Crude futures have rocketed by about $10 in only a month and by $30, or 50 percent, in a year.
"Supply tightness and developments surrounding Iran remain the focus of attention," Sucden analyst Michael Davies said Friday.
The United States on Thursday escalated tensions over Iran's nuclear program and alleged backing for terrorism with a raft of new sanctions against the Islamic Republic's military and banks. Iran denounced the sanctions as illegal and "doomed to failure," but US Secretary of State Condoleezza Rice said Washington was well within its rights.
Crude futures had leapt by more than $3 on Thursday in reaction to the news, before extending their gains Friday.
Sucden's Davies, meanwhile, added that oil prices were winning support from a weak dollar, which makes commodities priced in the US currency cheaper for buyers using stronger units.
The dollar slumped to a record low against the euro on Friday after poor US economic data heightened expectations of a fresh cut to US interest rates next week, dealers said.
In early European trade, the euro struck $1.4375 - the highest level since the single currency's creation in 1999.
Astmax fund manager Emori added that oil prices were also being supported by OPEC's hesitance to increase production and rising tensions elsewhere in the Middle East.

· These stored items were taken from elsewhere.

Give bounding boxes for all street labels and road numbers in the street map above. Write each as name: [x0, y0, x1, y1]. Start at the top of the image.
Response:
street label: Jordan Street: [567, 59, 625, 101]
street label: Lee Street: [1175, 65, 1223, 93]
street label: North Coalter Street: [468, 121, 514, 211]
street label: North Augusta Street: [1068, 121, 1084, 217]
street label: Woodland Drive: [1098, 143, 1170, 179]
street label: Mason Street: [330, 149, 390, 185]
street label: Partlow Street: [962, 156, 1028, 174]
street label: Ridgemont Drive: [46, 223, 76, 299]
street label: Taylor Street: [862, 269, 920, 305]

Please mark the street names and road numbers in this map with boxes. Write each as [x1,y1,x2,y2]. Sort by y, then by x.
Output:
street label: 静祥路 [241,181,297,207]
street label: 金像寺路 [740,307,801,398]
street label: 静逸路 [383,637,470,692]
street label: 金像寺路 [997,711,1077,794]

Iraqi ministers held crisis talks Friday seeking to persuade an increasingly impatient Turkey against launching military strikes against rebel Kurd bases in northern Iraq, which is an oil-producing region.
The talks broke up after 90 minutes, but Iraqi Defense Ministry spokesman Muhammed Askeri said the meeting had produced "positive" results.
Another factor pushing up oil prices are tight energy supplies in the United States, the biggest consumer of energy.
The US Energy Information Administration (EIA) said Wednesday that stockpiles of crude had plunged by 5.3 million barrels in the week ending October 19. The market had expected a gain of 960,000 barrels.
Inventories of US distillates, which include diesel and heating fuel, sank by 1.8 million barrels last week.
The data from the EIA confounded market expectations for a rise of 275,000 barrels.
Heating fuel stocks are a key market focus because demand usually surges during the northern hemisphere winter.
Compared with a year ago, distillates stocks are 7.6 percent lower and crude reserves are down 5.9 percent.
"The market has advanced on continuing fears that the winter will see greater tightness in the market, a fear heightened by Wednesday's shocking EIA numbers," Bank of Ireland analyst Paul Harris said Friday.
He added that the disruption to Mexican oil exports on account of bad weather was prompting concerns that next week's data would show further declines to energy inventories in the United States.
At the start of the week, oil prices had actually slumped amid fears that a slowing US economy would dampen global demand for energy.